Austin noted that, given the pandemic and the civil unrest over the past few months, it’s an odd time to be doubling down on enforcement, but he said fireworks have become a real quality of life issue for the entire city. The frustration has given birth to a Facebook group with over 1,500 members who have pressured elected officials and law enforcement to do more.

“We do live in a society made up of laws and this is about being a good neighbor; this is about respecting your neighbor, the community and understanding that these aren’t safe and sane fireworks we’re talking about,” Austin said.

Most of his requests won’t have to wait very long to become practice.

On Monday, City Prosecutor Doug Haubert announced the creation of an online fireworks complaint portal where residents can  lodge complaints with his office directly, even providing video of photographic evidence of the offenses.
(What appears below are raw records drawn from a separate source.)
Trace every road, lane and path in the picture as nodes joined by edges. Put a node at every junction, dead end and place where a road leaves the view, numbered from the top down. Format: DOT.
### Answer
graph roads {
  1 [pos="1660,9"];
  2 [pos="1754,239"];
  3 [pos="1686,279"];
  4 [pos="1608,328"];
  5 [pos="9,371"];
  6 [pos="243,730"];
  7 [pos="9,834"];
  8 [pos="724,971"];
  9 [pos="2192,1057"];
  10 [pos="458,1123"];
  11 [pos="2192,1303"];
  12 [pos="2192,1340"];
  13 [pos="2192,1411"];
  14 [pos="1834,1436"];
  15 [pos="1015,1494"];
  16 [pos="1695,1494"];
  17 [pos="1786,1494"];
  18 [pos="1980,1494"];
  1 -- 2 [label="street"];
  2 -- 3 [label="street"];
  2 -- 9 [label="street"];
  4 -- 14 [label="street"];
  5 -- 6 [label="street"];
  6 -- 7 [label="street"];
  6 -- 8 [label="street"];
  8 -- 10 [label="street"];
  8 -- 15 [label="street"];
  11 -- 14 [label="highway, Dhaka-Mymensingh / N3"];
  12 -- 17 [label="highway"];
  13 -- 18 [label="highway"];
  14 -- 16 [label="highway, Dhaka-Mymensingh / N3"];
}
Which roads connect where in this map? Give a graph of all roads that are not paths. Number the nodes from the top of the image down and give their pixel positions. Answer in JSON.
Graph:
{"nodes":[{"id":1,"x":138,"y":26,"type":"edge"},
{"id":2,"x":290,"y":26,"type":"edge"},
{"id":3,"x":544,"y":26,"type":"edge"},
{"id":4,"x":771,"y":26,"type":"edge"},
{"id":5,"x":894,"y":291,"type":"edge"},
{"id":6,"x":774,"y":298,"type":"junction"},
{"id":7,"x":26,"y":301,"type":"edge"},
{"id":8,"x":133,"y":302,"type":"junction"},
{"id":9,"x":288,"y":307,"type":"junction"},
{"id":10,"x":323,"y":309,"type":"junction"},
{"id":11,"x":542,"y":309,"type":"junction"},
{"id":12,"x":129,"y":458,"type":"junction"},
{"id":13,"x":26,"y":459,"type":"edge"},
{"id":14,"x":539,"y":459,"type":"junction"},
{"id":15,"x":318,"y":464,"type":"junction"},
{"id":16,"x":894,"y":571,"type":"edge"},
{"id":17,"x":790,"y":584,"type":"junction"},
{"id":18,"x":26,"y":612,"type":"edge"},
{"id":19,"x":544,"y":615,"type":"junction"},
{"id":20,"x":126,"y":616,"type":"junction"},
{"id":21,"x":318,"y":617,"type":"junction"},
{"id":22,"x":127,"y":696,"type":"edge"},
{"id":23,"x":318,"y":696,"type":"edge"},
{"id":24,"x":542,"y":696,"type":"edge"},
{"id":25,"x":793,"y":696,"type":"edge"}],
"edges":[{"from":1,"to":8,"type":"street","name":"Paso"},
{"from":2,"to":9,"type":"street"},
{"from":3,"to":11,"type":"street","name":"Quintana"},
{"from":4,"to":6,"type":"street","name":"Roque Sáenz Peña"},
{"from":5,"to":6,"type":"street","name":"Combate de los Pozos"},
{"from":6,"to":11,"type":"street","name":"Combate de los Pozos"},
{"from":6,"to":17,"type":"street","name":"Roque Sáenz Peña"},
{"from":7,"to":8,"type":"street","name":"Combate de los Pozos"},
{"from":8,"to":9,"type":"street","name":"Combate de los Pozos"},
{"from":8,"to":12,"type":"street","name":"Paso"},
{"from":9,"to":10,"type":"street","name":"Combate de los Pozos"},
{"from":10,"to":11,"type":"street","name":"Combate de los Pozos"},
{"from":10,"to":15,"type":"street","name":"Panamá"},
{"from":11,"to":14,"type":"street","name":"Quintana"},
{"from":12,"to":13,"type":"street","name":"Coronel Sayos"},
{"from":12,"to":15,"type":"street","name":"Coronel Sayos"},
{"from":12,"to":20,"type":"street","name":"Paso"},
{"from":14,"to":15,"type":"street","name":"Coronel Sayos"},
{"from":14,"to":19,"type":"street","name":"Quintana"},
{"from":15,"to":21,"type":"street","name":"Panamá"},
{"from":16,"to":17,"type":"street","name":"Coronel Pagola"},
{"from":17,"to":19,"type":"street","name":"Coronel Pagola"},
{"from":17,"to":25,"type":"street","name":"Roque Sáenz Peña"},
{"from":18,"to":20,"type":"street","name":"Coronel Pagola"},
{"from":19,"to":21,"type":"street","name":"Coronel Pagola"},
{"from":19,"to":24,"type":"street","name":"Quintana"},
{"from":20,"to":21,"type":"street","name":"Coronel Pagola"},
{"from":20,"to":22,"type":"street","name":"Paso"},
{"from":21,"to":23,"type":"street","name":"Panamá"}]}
The city also has created a complaint portal through its GoLongBeach app.

Haubert said he has started to pursue fireworks as a nuisance issue, which allows him to notify and penalize property owners rather than the person lighting the fireworks. This could be pivotal for discouraging the use because the city’s current ordinance requires law enforcement to witness the offense in real time.

The frustration was unanimous across the council with members sharing stories of how the nightly explosions have rattled their homes and disturbed young children, pets and awakened them from sleep.

“This is an issue that appears to be a lot worse,” Councilwoman Suzie Price said. “It’s out of control.”

The base fine for being cited for fireworks use in the city can be as much as $1,000 but could escalate to nearly $4,000 when accounting for court and other administrative fees. The city can’t raise the base amount because it’s set by state law.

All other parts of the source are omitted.